2019年に中小企業家同友会のほうの全国の総会において、新学習指導要領、主体的につくられた合田さんに来ていただいて、講演をしていただいたんですけれども、やはりまだ経済界というか、社会側に教育課程の実現、新学習指導要領というものを、いかに理解していただきながら、学校と、また教育委員会等とタイアップして子供たちの学びの場をつくっていくかという、そこができてくると、学校の先生とかも大分楽になるのではないのかなという意識をしております。
特に学校教育ですね、教師だけがやるというところから、今、地域と連携というキーワードは出てきておりますけれども、これを本当にどうやってやるかというところのノウハウだとか、つなぐ、その仕組みづくりをもう少し提示をしていかないと、言葉だけになりがちではないかなという感じが今しております。
そういった意味で経済界側にどういうふうな働きかけをしていくかという観点で、少し考えてみたいなと思っておりますので、よろしくお願いいたします。
【荒瀬部会長】 ありがとうございました。ぜひ経済界からの視点でいろいろと御意見、また頂戴できればと思います。よろしくお願いいたします。
それでは、鎌田委員、お願いいたします。
【鎌田委員】 よろしくお願いします。秋田大学の鎌田といいます。
私は、高校教員を経験し、教育委員会におりました。現在大学教員をしてるわけですから、三者の立場から意見を言うことができると思って参加させていただいております。

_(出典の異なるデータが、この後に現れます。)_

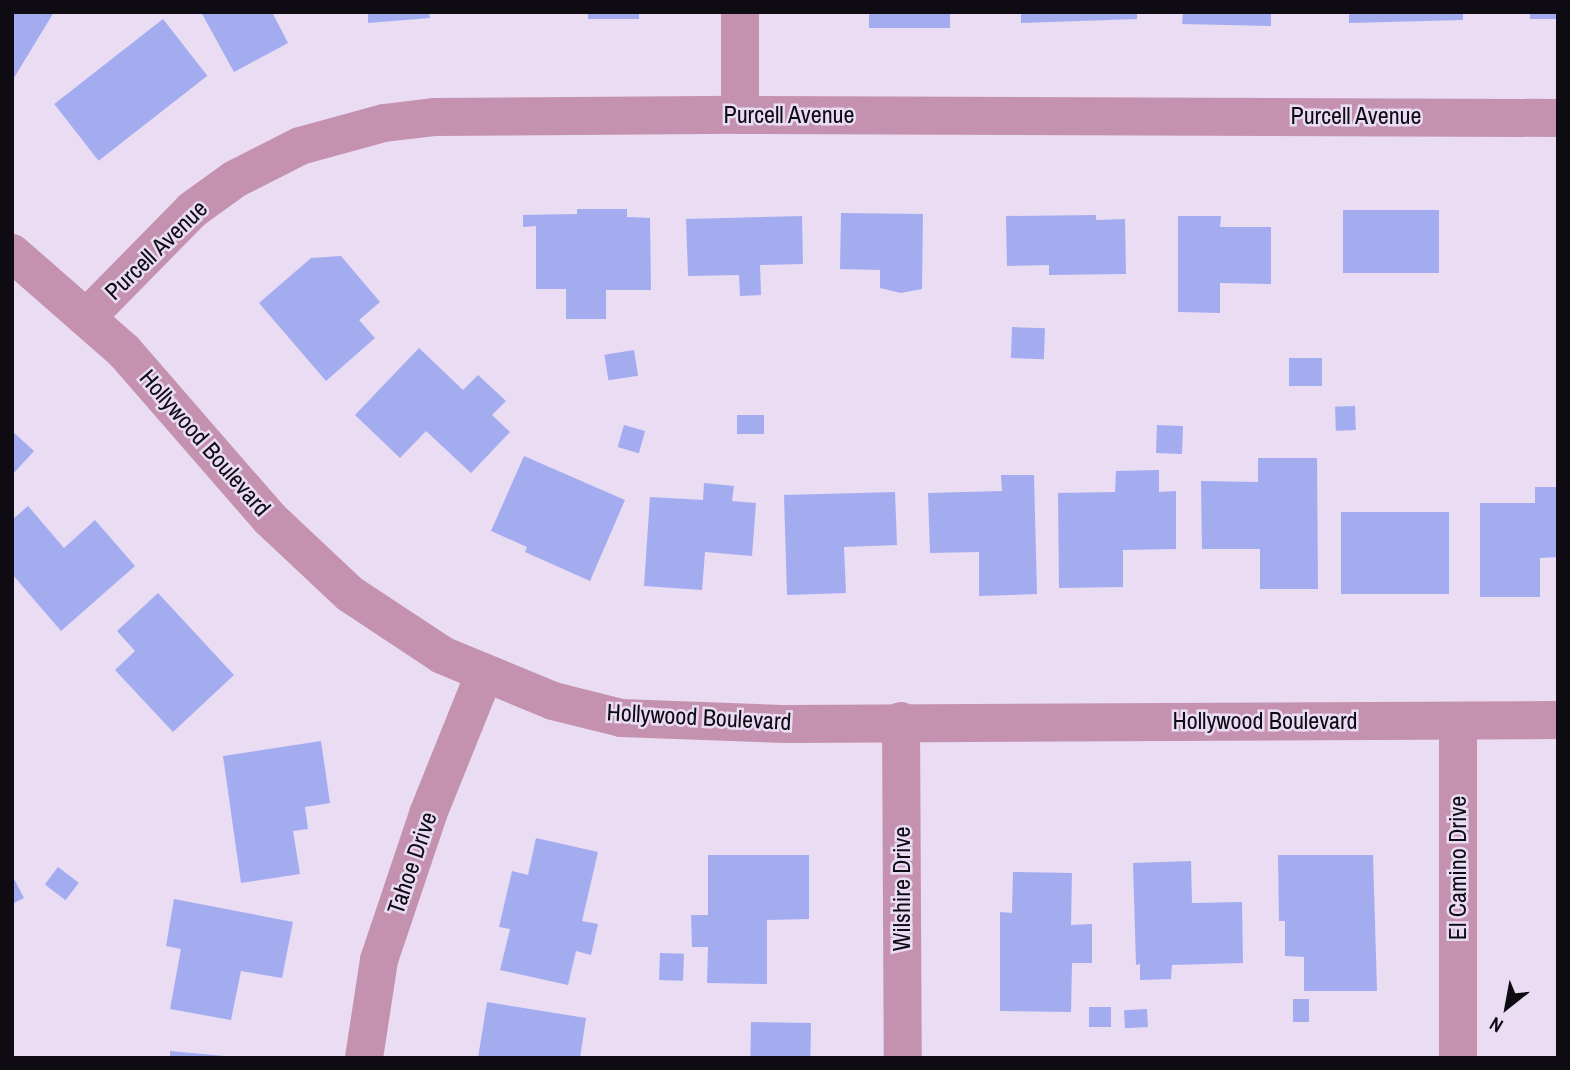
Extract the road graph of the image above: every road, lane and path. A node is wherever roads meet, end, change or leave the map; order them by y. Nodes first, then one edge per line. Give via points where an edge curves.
1 (740, 12) edge
2 (740, 115) junction
3 (1558, 118) edge
4 (12, 253) edge
5 (88, 317) junction
6 (484, 675) junction
7 (1558, 720) edge
8 (901, 721) junction
9 (1458, 721) junction
10 (364, 1058) edge
11 (903, 1058) edge
12 (1458, 1058) edge

1 - 2 street
2 - 3 street, Purcell Avenue
2 - 5 street, Purcell Avenue via 434,117 334,134 235,178 192,210
4 - 5 street, Hollywood Boulevard
5 - 6 street, Hollywood Boulevard via 175,405 269,518 316,565 395,626
6 - 8 street, Hollywood Boulevard via 553,701 621,718 788,724
6 - 10 street, Tahoe Drive via 428,814 379,960
7 - 9 street, Hollywood Boulevard
8 - 9 street, Hollywood Boulevard
8 - 11 street, Wilshire Drive
9 - 12 street, El Camino Drive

2点ほどお話ししたいことがあります。1点目は、先ほど大島先生がおっしゃったように、私自身もICT活用教育について思っていることがありまして、それはGIGAスクール構想によって、急速にIT機器の整備が進められて、一人一台パソコンが現実のものになろうとしているわけなんですけれども、これまで機器の整備の地域格差によって、ICTを活用した教育に格差が生じていると言われてきたんですけれども、そういう面では解消されることになってきます。しかし、この機器の充実に対して、教員の活用能力が追いついていない現状があるということは、皆さんも御存じのとおりじゃないかなと思います。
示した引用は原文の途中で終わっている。